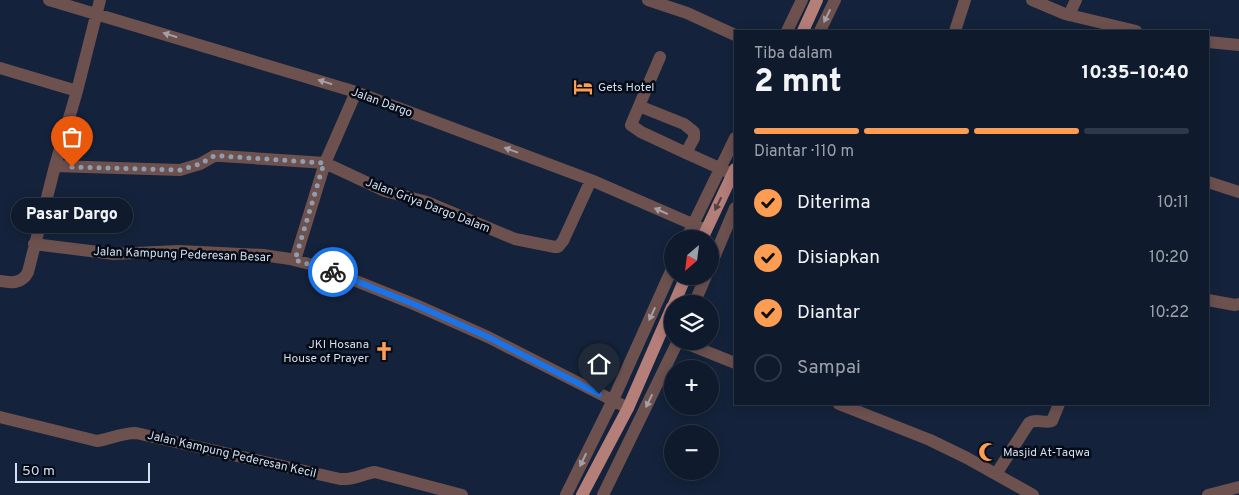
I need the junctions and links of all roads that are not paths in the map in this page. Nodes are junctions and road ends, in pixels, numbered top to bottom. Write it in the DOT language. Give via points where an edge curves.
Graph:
graph roads {
  1 [pos="49,0"];
  2 [pos="100,0"];
  3 [pos="648,0"];
  4 [pos="802,0"];
  5 [pos="817,0"];
  6 [pos="835,0"];
  7 [pos="965,0"];
  8 [pos="1032,0"];
  9 [pos="1076,0"];
  10 [pos="96,13"];
  11 [pos="1069,15"];
  12 [pos="787,30"];
  13 [pos="803,30"];
  14 [pos="820,30"];
  15 [pos="955,30"];
  16 [pos="1132,30"];
  17 [pos="734,35"];
  18 [pos="1209,42"];
  19 [pos="1239,45"];
  20 [pos="660,56"];
  21 [pos="0,68"];
  22 [pos="77,91"];
  23 [pos="356,92"];
  24 [pos="639,106"];
  25 [pos="734,140"];
  26 [pos="686,153"];
  27 [pos="324,163"];
  28 [pos="55,166"];
  29 [pos="721,168"];
  30 [pos="734,173"];
  31 [pos="590,180"];
  32 [pos="1209,182"];
  33 [pos="1239,192"];
  34 [pos="734,210"];
  35 [pos="693,224"];
  36 [pos="690,230"];
  37 [pos="700,230"];
  38 [pos="706,230"];
  39 [pos="34,244"];
  40 [pos="719,246"];
  41 [pos="295,260"];
  42 [pos="0,281"];
  43 [pos="665,285"];
  44 [pos="1209,300"];
  45 [pos="1239,304"];
  46 [pos="664,342"];
  47 [pos="675,350"];
  48 [pos="702,350"];
  49 [pos="734,363"];
  50 [pos="612,400"];
  51 [pos="842,405"];
  52 [pos="1059,405"];
  53 [pos="628,408"];
  54 [pos="0,417"];
  55 [pos="996,474"];
  56 [pos="1239,488"];
  57 [pos="585,490"];
  58 [pos="605,494"];
  59 [pos="462,495"];
  60 [pos="566,495"];
  61 [pos="1033,495"];
  62 [pos="1208,495"];
  1 -- 10 [label="street, Jalan Dargo"];
  2 -- 10 [label="street"];
  3 -- 17 [label="street"];
  4 -- 12 [label="street"];
  5 -- 13 [label="main road"];
  6 -- 14 [label="street, one-way"];
  7 -- 15 [label="street"];
  8 -- 11 [label="street"];
  9 -- 11 [label="street"];
  10 -- 22 [label="street"];
  23 -- 10 [label="street, Jalan Dargo, one-way"];
  11 -- 16 [label="street"];
  18 -- 19 [label="street"];
  20 -- 24 [label="street"];
  21 -- 22 [label="street"];
  22 -- 28 [label="street"];
  23 -- 27 [label="street"];
  31 -- 23 [label="street, Jalan Dargo, one-way"];
  24 -- 26 [label="street" via="631,125"];
  24 -- 26 [label="street" via="690,128 694,138"];
  25 -- 29 [label="street"];
  26 -- 29 [label="street"];
  27 -- 28 [label="street, Jalan Griya Dargo Dalam" via="214,156 180,170"];
  27 -- 31 [label="street, Jalan Griya Dargo Dalam" via="385,190 432,204 515,239 555,247 563,241"];
  27 -- 41 [label="street"];
  28 -- 39 [label="street"];
  29 -- 30 [label="street"];
  29 -- 35 [label="street"];
  30 -- 38 [label="main road, one-way"];
  35 -- 31 [label="street, Jalan Dargo, one-way"];
  32 -- 33 [label="street"];
  34 -- 40 [label="street"];
  35 -- 36 [label="street"];
  35 -- 37 [label="street, Jalan Dargo"];
  39 -- 41 [label="street, Jalan Kampung Pederesan Besar" via="114,254 179,251 264,255"];
  39 -- 42 [label="street" via="25,278 18,282"];
  41 -- 50 [label="street, Jalan Kampung Pederesan Besar" via="321,267 416,305 488,337"];
  43 -- 50 [label="street, one-way"];
  44 -- 45 [label="street"];
  46 -- 53 [label="main road"];
  47 -- 58 [label="street, one-way"];
  48 -- 49 [label="street"];
  50 -- 53 [label="street, Jalan Kampung Pederesan Besar"];
  50 -- 60 [label="street, one-way"];
  51 -- 55 [label="street" via="930,440"];
  52 -- 55 [label="street" via="1052,421 1029,423"];
  53 -- 57 [label="main road"];
  54 -- 59 [label="street, Jalan Kampung Pederesan Kecil" via="97,441 136,433 340,479 354,479 375,472"];
  55 -- 61 [label="street"];
  56 -- 62 [label="street"];
  57 -- 58 [label="street"];
}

## [Assignment]
Leaving aside the images, write out the entries above word for word.

## [Answer to this task]
I need the junctions and links of all roads that are not paths in the map in this page. Nodes are junctions and road ends, in pixels, numbered top to bottom. Write it in the DOT language. Give via points where an edge curves.
Graph:
graph roads {
  1 [pos="49,0"];
  2 [pos="100,0"];
  3 [pos="648,0"];
  4 [pos="802,0"];
  5 [pos="817,0"];
  6 [pos="835,0"];
  7 [pos="965,0"];
  8 [pos="1032,0"];
  9 [pos="1076,0"];
  10 [pos="96,13"];
  11 [pos="1069,15"];
  12 [pos="787,30"];
  13 [pos="803,30"];
  14 [pos="820,30"];
  15 [pos="955,30"];
  16 [pos="1132,30"];
  17 [pos="734,35"];
  18 [pos="1209,42"];
  19 [pos="1239,45"];
  20 [pos="660,56"];
  21 [pos="0,68"];
  22 [pos="77,91"];
  23 [pos="356,92"];
  24 [pos="639,106"];
  25 [pos="734,140"];
  26 [pos="686,153"];
  27 [pos="324,163"];
  28 [pos="55,166"];
  29 [pos="721,168"];
  30 [pos="734,173"];
  31 [pos="590,180"];
  32 [pos="1209,182"];
  33 [pos="1239,192"];
  34 [pos="734,210"];
  35 [pos="693,224"];
  36 [pos="690,230"];
  37 [pos="700,230"];
  38 [pos="706,230"];
  39 [pos="34,244"];
  40 [pos="719,246"];
  41 [pos="295,260"];
  42 [pos="0,281"];
  43 [pos="665,285"];
  44 [pos="1209,300"];
  45 [pos="1239,304"];
  46 [pos="664,342"];
  47 [pos="675,350"];
  48 [pos="702,350"];
  49 [pos="734,363"];
  50 [pos="612,400"];
  51 [pos="842,405"];
  52 [pos="1059,405"];
  53 [pos="628,408"];
  54 [pos="0,417"];
  55 [pos="996,474"];
  56 [pos="1239,488"];
  57 [pos="585,490"];
  58 [pos="605,494"];
  59 [pos="462,495"];
  60 [pos="566,495"];
  61 [pos="1033,495"];
  62 [pos="1208,495"];
  1 -- 10 [label="street, Jalan Dargo"];
  2 -- 10 [label="street"];
  3 -- 17 [label="street"];
  4 -- 12 [label="street"];
  5 -- 13 [label="main road"];
  6 -- 14 [label="street, one-way"];
  7 -- 15 [label="street"];
  8 -- 11 [label="street"];
  9 -- 11 [label="street"];
  10 -- 22 [label="street"];
  23 -- 10 [label="street, Jalan Dargo, one-way"];
  11 -- 16 [label="street"];
  18 -- 19 [label="street"];
  20 -- 24 [label="street"];
  21 -- 22 [label="street"];
  22 -- 28 [label="street"];
  23 -- 27 [label="street"];
  31 -- 23 [label="street, Jalan Dargo, one-way"];
  24 -- 26 [label="street" via="631,125"];
  24 -- 26 [label="street" via="690,128 694,138"];
  25 -- 29 [label="street"];
  26 -- 29 [label="street"];
  27 -- 28 [label="street, Jalan Griya Dargo Dalam" via="214,156 180,170"];
  27 -- 31 [label="street, Jalan Griya Dargo Dalam" via="385,190 432,204 515,239 555,247 563,241"];
  27 -- 41 [label="street"];
  28 -- 39 [label="street"];
  29 -- 30 [label="street"];
  29 -- 35 [label="street"];
  30 -- 38 [label="main road, one-way"];
  35 -- 31 [label="street, Jalan Dargo, one-way"];
  32 -- 33 [label="street"];
  34 -- 40 [label="street"];
  35 -- 36 [label="street"];
  35 -- 37 [label="street, Jalan Dargo"];
  39 -- 41 [label="street, Jalan Kampung Pederesan Besar" via="114,254 179,251 264,255"];
  39 -- 42 [label="street" via="25,278 18,282"];
  41 -- 50 [label="street, Jalan Kampung Pederesan Besar" via="321,267 416,305 488,337"];
  43 -- 50 [label="street, one-way"];
  44 -- 45 [label="street"];
  46 -- 53 [label="main road"];
  47 -- 58 [label="street, one-way"];
  48 -- 49 [label="street"];
  50 -- 53 [label="street, Jalan Kampung Pederesan Besar"];
  50 -- 60 [label="street, one-way"];
  51 -- 55 [label="street" via="930,440"];
  52 -- 55 [label="street" via="1052,421 1029,423"];
  53 -- 57 [label="main road"];
  54 -- 59 [label="street, Jalan Kampung Pederesan Kecil" via="97,441 136,433 340,479 354,479 375,472"];
  55 -- 61 [label="street"];
  56 -- 62 [label="street"];
  57 -- 58 [label="street"];
}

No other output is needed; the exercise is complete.